Ce risque [d'inconstitutionnalité] ne provient pas d’une éventuelle méconnaissance du principe d’égalité.
Certes, la mesure envisagée par le gouvernement ne concernerait que les Français disposant d'une autre nationalité, mais ceux-ci ne sont pas, au regard de cette mesure, dans la même situation que les personnes qui ne détiennent que la nationalité française, car déchoir ces dernières de leur nationalité aurait pour effet de les rendre apatrides.
Par ailleurs, le Conseil constitutionnel a jugé que les personnes nées françaises et celles ayant obtenu la qualité de Français par acquisition étaient dans la même situation au regard du droit de la nationalité.
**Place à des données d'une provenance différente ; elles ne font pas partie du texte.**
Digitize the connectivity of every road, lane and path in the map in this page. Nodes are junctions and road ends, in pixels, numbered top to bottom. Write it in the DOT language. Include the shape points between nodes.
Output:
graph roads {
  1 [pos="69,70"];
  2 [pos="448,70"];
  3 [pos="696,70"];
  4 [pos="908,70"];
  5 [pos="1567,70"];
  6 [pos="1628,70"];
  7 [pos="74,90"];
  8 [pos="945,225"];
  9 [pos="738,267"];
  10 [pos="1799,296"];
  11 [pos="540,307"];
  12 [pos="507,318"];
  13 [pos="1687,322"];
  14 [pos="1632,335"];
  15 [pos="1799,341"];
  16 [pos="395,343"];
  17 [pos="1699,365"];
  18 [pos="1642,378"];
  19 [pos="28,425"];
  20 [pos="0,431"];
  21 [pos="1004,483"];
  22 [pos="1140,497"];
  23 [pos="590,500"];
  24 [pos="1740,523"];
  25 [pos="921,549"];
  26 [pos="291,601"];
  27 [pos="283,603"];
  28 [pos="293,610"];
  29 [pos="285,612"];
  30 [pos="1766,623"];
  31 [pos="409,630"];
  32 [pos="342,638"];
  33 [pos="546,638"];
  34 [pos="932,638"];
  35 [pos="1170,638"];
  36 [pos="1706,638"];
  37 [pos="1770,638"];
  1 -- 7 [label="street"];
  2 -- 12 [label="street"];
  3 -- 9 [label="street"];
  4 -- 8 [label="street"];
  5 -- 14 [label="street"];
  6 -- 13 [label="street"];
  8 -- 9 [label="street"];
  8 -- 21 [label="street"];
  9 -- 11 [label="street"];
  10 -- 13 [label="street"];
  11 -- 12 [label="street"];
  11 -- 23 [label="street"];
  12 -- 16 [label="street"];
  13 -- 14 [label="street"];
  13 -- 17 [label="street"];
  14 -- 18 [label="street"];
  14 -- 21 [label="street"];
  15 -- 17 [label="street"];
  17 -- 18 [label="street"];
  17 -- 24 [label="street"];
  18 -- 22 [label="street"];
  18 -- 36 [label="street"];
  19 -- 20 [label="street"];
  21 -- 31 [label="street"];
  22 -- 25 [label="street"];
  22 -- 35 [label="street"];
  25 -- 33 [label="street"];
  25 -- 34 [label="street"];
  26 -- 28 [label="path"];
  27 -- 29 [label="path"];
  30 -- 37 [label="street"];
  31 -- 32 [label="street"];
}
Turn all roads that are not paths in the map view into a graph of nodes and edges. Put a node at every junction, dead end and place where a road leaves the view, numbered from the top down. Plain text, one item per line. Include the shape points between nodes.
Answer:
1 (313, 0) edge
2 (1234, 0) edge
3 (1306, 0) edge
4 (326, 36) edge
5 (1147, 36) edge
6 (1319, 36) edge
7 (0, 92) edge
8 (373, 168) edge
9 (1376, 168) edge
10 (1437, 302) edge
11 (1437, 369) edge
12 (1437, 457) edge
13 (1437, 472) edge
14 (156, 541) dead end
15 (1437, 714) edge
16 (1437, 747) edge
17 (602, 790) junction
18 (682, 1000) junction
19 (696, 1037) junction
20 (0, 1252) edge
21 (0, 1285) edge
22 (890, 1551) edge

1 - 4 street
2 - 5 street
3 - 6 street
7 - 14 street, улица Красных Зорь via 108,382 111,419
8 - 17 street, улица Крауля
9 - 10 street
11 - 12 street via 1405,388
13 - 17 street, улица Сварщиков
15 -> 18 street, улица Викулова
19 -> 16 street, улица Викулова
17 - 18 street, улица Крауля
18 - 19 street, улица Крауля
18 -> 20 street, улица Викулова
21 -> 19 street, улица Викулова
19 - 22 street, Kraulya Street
Dès lors, en élargissant aux personnes nées françaises la sanction de la déchéance déjà autorisée par le code civil pour les personnes devenues françaises par acquisition, la disposition envisagée ne crée pas non plus une rupture d’égalité entre ces deux catégories de personnes.

 

Enfin, soulignons qu'il ne s'agit bien entendu que d'une sanction symbolique, et non il est vrai d'un outil de lutte contre le terrorisme.

 

* Le Conseil constitutionnel n'a étrangement pas censuré en 1996 cette inégalité en ce que le terrorisme constitue des faits d'une "gravité toute particulière" (96-377 DC du 16 juillet 1996).
** Voir aussi: 2014-439 QPC du 23 janvier 2015 et 96-377 DC du 16 juillet 1996.